Re: Sorting/Partitioning of Pig output

Posted by Yen SYU <ye...@gmail.com>.
My understanding is a StoreFunc in Pig has similar role as OutputFormat in
purely java mapreduce jobs.

On Wed, Mar 27, 2013 at 4:41 PM, Jonathan Coveney <jc...@gmail.com>wrote:

> as far as when the storefunc works, it depends on whether the job is map
> only or map/reduce. It'll work on the last phase. Generally this is the
> reduce phase.
>
> As far as how pig knows where to send it's output, there are keys in pig.
> Basically, a reduce job is necessary any time you have a group, join, or
> sort. In the case of a group or join, the key is the group key and the join
> key, respectively.

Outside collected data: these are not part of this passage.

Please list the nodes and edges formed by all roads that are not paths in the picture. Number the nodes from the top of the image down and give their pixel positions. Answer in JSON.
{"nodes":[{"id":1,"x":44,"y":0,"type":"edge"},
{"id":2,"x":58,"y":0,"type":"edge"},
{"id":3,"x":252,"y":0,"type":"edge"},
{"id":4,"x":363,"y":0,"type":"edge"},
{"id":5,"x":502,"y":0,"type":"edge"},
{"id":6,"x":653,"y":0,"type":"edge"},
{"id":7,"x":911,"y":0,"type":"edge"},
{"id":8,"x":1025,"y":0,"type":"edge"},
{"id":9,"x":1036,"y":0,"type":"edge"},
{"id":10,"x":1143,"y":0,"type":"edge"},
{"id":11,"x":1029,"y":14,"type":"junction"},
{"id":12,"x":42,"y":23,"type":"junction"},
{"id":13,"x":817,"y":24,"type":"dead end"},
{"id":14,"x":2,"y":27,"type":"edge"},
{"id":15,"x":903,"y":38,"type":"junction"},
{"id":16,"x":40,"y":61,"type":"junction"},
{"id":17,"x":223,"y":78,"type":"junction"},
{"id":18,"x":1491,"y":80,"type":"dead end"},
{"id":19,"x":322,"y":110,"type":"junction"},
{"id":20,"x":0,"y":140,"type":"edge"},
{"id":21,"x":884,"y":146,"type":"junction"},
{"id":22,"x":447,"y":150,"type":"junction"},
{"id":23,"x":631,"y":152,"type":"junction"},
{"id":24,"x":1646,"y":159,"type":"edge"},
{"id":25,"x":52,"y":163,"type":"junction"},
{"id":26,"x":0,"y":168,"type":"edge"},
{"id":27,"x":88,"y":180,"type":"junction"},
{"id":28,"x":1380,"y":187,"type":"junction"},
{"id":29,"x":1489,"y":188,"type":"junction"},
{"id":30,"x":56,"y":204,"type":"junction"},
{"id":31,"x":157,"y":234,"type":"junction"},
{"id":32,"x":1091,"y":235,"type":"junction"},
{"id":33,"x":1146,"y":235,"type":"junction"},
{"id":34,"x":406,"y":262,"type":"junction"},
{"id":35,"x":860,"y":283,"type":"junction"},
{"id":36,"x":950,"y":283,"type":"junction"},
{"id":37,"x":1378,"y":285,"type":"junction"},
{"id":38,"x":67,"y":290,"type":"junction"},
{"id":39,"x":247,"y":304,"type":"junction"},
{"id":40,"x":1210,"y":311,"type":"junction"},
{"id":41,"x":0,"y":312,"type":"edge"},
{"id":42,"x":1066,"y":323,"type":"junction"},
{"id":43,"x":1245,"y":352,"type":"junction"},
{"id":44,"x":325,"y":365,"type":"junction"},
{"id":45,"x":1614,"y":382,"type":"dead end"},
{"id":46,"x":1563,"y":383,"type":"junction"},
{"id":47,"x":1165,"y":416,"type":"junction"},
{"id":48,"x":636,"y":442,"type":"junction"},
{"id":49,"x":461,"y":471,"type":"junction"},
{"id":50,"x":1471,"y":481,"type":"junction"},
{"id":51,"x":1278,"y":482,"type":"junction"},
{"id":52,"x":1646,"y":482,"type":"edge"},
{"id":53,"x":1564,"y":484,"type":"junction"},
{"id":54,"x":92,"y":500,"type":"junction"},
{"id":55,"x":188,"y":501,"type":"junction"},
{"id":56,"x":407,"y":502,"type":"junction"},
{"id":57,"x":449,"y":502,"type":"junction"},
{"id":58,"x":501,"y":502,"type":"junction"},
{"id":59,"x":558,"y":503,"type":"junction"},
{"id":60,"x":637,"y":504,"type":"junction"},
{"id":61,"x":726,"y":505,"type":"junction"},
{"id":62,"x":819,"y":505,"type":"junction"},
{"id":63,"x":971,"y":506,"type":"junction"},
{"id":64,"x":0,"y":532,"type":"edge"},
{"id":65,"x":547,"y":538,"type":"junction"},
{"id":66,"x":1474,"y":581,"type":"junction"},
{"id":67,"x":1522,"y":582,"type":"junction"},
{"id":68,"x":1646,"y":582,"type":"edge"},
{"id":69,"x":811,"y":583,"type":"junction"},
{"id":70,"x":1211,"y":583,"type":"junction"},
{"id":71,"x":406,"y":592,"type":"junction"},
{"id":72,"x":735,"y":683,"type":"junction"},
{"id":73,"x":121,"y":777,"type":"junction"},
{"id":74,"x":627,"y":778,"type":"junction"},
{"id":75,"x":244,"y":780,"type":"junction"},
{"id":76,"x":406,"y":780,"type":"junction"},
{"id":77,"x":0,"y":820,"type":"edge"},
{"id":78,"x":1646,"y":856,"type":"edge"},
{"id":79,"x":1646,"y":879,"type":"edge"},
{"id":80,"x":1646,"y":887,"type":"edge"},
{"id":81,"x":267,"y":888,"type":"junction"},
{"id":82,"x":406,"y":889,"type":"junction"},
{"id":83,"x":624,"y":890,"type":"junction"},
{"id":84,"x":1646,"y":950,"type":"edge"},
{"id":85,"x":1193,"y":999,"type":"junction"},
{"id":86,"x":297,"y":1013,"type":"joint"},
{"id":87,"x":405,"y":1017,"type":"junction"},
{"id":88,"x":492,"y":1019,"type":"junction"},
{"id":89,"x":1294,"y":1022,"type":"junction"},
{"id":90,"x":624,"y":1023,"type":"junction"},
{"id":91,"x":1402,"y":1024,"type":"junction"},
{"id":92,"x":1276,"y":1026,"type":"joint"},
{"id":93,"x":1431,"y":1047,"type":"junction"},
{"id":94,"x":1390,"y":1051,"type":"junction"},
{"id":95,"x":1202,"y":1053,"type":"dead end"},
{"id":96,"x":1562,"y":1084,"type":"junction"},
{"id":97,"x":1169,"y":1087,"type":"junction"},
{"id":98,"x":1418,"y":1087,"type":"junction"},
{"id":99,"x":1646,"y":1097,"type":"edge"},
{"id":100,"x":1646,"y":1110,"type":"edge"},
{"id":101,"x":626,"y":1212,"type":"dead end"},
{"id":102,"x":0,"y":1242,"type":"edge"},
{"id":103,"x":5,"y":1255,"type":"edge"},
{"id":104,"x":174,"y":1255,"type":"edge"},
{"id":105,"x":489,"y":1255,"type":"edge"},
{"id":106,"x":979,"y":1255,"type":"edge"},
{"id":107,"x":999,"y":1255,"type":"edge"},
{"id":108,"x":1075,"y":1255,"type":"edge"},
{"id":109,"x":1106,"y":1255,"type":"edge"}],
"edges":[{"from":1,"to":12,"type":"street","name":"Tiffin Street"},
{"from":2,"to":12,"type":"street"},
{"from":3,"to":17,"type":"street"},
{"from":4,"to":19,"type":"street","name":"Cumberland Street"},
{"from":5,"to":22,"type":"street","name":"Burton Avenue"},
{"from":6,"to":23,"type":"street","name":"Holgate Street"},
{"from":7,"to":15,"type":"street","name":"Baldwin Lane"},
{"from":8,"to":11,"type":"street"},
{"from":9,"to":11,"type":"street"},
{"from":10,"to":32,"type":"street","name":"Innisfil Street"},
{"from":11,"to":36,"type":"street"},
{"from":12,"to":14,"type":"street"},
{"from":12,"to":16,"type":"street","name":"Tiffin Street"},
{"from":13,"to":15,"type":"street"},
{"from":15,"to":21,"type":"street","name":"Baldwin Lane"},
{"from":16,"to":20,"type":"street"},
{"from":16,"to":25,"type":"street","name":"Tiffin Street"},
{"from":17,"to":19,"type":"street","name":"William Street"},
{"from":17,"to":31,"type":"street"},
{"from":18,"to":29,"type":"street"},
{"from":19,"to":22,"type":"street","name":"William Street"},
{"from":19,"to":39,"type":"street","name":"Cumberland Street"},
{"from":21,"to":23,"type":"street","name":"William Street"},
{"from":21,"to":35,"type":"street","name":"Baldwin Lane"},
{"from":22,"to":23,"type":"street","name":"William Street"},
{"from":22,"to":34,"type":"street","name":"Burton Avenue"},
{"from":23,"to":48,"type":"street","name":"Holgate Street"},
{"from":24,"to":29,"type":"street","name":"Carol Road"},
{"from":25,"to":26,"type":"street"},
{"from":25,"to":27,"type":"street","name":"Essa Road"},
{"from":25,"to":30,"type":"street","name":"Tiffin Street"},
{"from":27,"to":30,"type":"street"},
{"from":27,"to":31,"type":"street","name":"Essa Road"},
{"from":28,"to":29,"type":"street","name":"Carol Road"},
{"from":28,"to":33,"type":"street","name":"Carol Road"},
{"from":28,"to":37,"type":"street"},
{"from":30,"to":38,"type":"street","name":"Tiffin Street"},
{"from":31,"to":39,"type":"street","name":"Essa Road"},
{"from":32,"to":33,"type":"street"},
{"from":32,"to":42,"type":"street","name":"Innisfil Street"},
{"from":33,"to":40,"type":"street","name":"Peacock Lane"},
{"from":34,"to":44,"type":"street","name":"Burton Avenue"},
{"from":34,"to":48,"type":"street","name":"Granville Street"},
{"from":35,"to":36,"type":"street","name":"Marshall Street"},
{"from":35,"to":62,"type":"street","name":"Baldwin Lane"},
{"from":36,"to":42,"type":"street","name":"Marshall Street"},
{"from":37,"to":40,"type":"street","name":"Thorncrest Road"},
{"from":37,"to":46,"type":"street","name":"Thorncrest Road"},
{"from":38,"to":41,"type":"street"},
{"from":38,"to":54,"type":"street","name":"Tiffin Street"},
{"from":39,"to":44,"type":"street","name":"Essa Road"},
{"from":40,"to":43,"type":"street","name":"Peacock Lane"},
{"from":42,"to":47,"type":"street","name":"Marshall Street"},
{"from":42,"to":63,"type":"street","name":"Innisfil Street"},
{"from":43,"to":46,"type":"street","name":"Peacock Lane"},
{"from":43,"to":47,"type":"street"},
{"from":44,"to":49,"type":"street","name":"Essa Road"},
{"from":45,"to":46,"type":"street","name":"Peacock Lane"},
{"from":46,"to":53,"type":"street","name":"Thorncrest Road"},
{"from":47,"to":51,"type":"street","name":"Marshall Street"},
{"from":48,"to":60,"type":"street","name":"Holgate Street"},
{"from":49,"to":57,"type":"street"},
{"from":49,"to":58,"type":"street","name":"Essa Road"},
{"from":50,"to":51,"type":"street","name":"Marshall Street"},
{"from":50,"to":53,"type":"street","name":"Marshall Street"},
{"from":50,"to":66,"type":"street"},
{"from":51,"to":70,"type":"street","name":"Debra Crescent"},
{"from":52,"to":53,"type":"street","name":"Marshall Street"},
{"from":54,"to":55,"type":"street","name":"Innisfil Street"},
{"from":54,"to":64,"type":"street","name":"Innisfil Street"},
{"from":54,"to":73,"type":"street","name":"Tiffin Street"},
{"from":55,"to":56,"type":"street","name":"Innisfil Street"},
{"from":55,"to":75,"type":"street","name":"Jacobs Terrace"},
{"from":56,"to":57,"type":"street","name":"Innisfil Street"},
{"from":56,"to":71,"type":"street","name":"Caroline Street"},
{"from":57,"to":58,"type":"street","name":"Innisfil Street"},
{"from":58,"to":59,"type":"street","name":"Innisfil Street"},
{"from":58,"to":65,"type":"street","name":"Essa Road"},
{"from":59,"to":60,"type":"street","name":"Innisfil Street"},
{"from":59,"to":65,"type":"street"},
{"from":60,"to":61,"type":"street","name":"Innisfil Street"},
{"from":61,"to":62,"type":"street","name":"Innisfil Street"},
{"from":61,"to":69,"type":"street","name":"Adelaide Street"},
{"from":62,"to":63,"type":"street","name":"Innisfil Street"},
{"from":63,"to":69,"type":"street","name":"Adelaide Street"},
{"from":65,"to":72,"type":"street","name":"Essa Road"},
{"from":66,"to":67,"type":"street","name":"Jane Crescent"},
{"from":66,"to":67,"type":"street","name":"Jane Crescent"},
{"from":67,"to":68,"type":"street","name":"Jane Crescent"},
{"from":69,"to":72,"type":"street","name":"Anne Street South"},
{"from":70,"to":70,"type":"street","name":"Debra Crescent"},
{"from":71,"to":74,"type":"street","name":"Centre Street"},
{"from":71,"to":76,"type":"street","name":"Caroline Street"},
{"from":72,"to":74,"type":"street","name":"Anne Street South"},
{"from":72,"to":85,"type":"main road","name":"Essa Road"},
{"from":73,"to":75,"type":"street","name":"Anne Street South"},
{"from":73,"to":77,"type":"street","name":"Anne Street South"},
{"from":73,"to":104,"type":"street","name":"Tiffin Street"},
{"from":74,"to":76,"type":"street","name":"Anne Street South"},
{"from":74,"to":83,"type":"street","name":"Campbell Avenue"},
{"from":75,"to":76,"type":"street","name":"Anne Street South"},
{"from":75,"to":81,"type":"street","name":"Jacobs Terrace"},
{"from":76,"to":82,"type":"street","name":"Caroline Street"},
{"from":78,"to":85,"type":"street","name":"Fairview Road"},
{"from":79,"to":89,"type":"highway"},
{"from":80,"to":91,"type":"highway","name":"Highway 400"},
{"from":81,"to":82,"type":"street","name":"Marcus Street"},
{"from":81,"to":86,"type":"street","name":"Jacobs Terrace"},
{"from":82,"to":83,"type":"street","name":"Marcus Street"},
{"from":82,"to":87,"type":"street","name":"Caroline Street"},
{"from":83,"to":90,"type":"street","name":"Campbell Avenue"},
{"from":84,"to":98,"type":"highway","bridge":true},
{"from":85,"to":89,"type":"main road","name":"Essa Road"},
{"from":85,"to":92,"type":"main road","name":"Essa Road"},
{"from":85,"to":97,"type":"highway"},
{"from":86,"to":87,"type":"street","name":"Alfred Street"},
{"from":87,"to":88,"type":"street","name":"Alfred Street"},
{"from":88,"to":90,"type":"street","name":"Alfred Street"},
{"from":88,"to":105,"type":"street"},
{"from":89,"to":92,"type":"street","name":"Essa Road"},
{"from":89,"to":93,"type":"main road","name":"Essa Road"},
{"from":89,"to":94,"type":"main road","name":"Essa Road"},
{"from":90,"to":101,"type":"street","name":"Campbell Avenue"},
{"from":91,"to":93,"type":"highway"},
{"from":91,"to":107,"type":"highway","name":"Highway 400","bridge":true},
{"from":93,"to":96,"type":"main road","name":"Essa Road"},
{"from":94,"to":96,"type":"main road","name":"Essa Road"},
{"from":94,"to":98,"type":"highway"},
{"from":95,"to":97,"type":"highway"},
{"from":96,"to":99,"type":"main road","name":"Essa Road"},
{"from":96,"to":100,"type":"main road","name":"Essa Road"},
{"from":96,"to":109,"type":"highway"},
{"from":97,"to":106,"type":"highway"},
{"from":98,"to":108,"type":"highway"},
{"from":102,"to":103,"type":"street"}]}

In the case of a sort it is more complicated.
>
>
> 2013/3/27 Mark <st...@gmail.com>
>
> > I understand in the traditional map/reduce paradigm that each key will
> get
> > sent to the same reducer sorted but in pig there is no such thing as a
> > "key".  I'm curious to know how pig knows to which reducer to send its
> > output to?
> >
> > So when creating a custom StoreFunc is there any guarentee on the
> ordering
> > of Tuples that come into putNext?
> >
> > And another even more basic question. Do StoreFuncs operate at the Map
> > phase or Reduce phase?
> >
> > Thanks
> >
> >
> >
>

Re: Sorting/Partitioning of Pig output

Posted by Jonathan Coveney <jc...@gmail.com>.
as far as when the storefunc works, it depends on whether the job is map
only or map/reduce. It'll work on the last phase. Generally this is the
reduce phase.

As far as how pig knows where to send it's output, there are keys in pig.
Basically, a reduce job is necessary any time you have a group, join, or
sort. In the case of a group or join, the key is the group key and the join
key, respectively. In the case of a sort it is more complicated.


2013/3/27 Mark <st...@gmail.com>

> I understand in the traditional map/reduce paradigm that each key will get
> sent to the same reducer sorted but in pig there is no such thing as a
> "key".  I'm curious to know how pig knows to which reducer to send its
> output to?
>
> So when creating a custom StoreFunc is there any guarentee on the ordering
> of Tuples that come into putNext?
>
> And another even more basic question. Do StoreFuncs operate at the Map
> phase or Reduce phase?
>
> Thanks
>
>
>